The thing with failure is that it can only be a stepping stone for success if you’re willing to fail forward. If you’re willing to allow it to show you what your next move should be. To let it teach you.
As it should, my first concern was to know why my piece was rejected. So many writers were getting published on the site, including novices like me. Not to be conceited, I couldn’t see why my name didn’t make it among theirs. But I trusted that there had to be a good reason.
The first time Sheriden Chanel, xoNecole’s Managing editor, and I spoke was via Instagram DM. I’d done my research as to who was more likely to tell me where exactly it’d gone wrong and she pretty much seemed to be that one person I needed. I reached out to her explaining that my recent submission hadn’t been approved and that I deeply wanted to understand why just so I could improve what needed to be. She hit me back a few days later and kindly accepted to grant me some of her time to thoroughly read my work and provide constructive feedback.
When I submitted this story, I didn’t expect the aforementioned ‘details’—the negative book reviews I thought weren’t deserving of my attention—to somehow come crashing back in my face. I thought it was just the Internet doing its thing: being mean and picky for no reason. I didn’t realize that my pen really needed more polishing, perhaps even better ink. Not until I received Sheriden’s notes.
“I think the biggest thing is just that English isn’t your first language. You do a dope job though, don’t get me wrong. It’s just that there are small intricacies that get overlooked with sentence structure and grammar that unfortunately, it’d just be a difficult piece to edit without changing most things.”
I was surprised, though not really, to see that I didn’t master the language as well as I thought I did. At the time, I’d already been practicing English for more than a decade. It even became a daily routine, a lifestyle, during the last couple of years. There wasn’t a thing I was doing that didn’t require me to use it. But as I like to say, the fact that you’ve been practicing something for a long period of time doesn’t mean that you’ve reached the highest level of expertise or that you do it better than a person who just started. I don’t even master my mother tongue, after all.

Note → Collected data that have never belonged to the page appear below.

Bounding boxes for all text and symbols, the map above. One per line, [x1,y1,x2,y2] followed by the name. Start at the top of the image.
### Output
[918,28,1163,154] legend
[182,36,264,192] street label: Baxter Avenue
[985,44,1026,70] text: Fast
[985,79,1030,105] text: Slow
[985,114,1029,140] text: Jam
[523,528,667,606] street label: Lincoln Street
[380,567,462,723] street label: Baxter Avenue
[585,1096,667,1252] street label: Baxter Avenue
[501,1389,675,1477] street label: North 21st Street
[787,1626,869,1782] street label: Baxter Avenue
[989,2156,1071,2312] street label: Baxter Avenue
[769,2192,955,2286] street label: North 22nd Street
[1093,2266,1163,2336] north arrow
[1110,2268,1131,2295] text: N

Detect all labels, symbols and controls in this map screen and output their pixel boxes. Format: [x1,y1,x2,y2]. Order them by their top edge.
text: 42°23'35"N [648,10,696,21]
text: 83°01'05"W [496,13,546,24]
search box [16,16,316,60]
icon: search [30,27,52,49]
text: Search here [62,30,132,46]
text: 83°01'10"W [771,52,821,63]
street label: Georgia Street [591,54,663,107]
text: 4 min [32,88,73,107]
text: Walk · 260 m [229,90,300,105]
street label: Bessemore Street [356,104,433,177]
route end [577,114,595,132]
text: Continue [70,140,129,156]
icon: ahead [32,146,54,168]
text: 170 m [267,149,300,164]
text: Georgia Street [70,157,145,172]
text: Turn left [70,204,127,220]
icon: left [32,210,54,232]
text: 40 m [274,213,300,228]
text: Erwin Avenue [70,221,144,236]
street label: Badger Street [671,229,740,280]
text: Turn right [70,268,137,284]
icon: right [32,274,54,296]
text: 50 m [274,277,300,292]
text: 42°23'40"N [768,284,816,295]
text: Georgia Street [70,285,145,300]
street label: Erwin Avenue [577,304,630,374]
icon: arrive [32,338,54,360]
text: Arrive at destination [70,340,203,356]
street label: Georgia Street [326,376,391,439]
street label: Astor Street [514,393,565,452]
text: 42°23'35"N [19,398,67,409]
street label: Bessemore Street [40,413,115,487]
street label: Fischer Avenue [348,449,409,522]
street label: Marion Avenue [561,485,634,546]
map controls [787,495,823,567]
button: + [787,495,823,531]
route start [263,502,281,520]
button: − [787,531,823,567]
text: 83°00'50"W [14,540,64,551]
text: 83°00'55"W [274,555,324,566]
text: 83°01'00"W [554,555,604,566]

The facts that Sheriden pointed out were accurate. Yes, my grammar sucked. Yes, it needed significant improvement. Was I going to allow that to stop me, though? Again, absolutely not, for I believe that when there’s a will—and I can’t stress this enough—there’s always a way.

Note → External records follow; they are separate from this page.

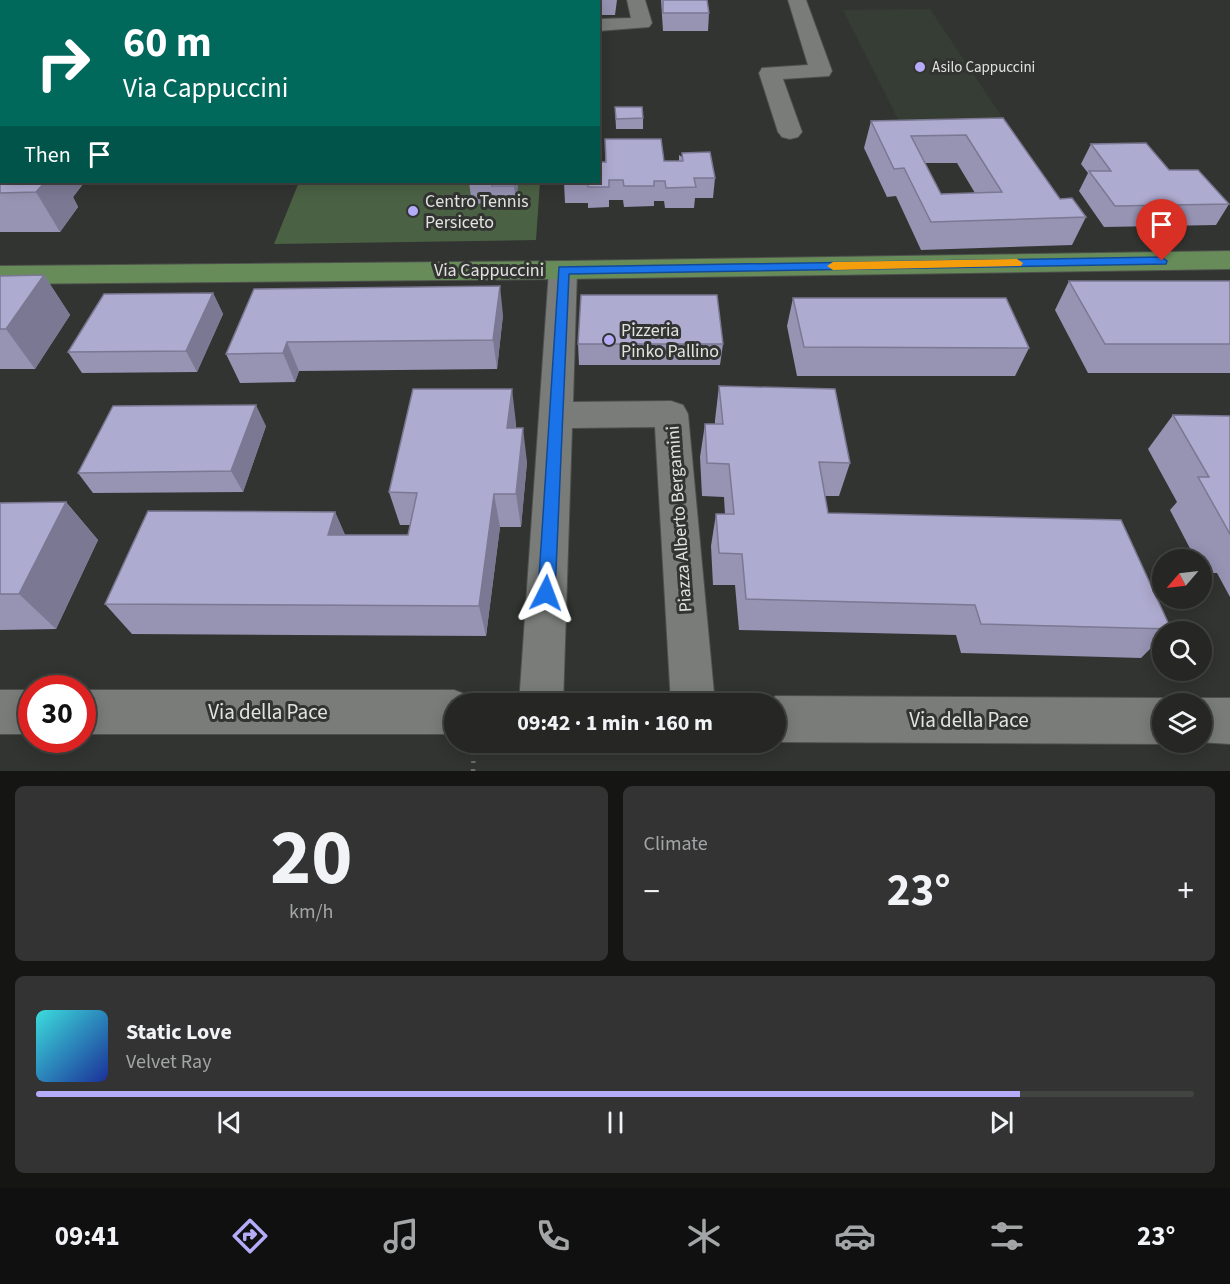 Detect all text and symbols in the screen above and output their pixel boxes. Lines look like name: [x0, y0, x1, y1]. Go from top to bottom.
text: 60 m: [123, 13, 212, 73]
icon: right: [24, 24, 102, 102]
place label: Asilo Cappuccini: [932, 57, 1035, 78]
marker: Asilo Cappuccini: [913, 60, 927, 74]
text: Via Cappuccini: [123, 69, 288, 108]
icon: arrive: [83, 138, 116, 171]
text: Then: [24, 139, 71, 171]
place label: Centro Tennis Persiceto: [425, 189, 529, 235]
pin: [1136, 199, 1187, 261]
marker: Centro Tennis Persiceto: [406, 204, 420, 218]
icon: arrive: [1145, 208, 1178, 241]
street label: Via Cappuccini: [434, 258, 544, 283]
place label: Pizzeria Pinko Pallino: [621, 318, 719, 364]
marker: Pizzeria Pinko Pallino: [602, 333, 616, 347]
street label: Piazza Alberto Bergamini: [661, 425, 698, 613]
north arrow: [1152, 549, 1212, 609]
map controls: [1152, 549, 1212, 753]
position arrow: [514, 561, 578, 625]
button: search: [1152, 621, 1212, 681]
speed limit sign: 30: [18, 675, 96, 753]
button: layers: [1152, 693, 1212, 753]
street label: Via della Pace: [208, 697, 328, 727]
street label: Via della Pace: [909, 705, 1029, 735]
text: 09:42 · 1 min · 160 m: [517, 707, 713, 739]
text: 20: [270, 803, 352, 914]
text: Climate: [644, 830, 708, 858]
text: 23°: [887, 859, 951, 923]
text: −: [644, 868, 660, 915]
text: +: [1178, 868, 1194, 915]
text: km/h: [289, 898, 333, 926]
text: Static Love: [126, 1016, 232, 1048]
text: Velvet Ray: [126, 1048, 212, 1076]
icon: previous: [213, 1106, 246, 1139]
icon: pause: [599, 1106, 632, 1139]
icon: next: [985, 1106, 1018, 1139]
icon: directions: [229, 1215, 271, 1257]
icon: music: [380, 1215, 422, 1257]
icon: phone: [532, 1215, 574, 1257]
icon: climate: [683, 1215, 725, 1257]
icon: car: [834, 1215, 876, 1257]
icon: filters: [986, 1215, 1028, 1257]
text: 09:41: [55, 1217, 120, 1256]
text: 23°: [1137, 1217, 1175, 1256]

I believe it’s the essence of every success story; the will, the dedication, the perseverance as well as the efforts. Embodying these qualities unlocks a magical winning force in you that rarely goes unnoticed. Sheriden could tell how important being published on the site was to me:
“Your passion stands out to me most out of anything. […] It was obvious that you were a champion for our brand and our platform and it could be felt in how hard you went with making sure I noticed your submission and if there was something that could be done to strengthen your writing, you were willing to go the extra mile.”
These qualities are the reason why afterward, she offered to work with me on a one-off submission. That way, not only would I be able to check a goal off my list, but I’d also learn along the way. And also why the one-off submission ultimately came along with a contributor contract.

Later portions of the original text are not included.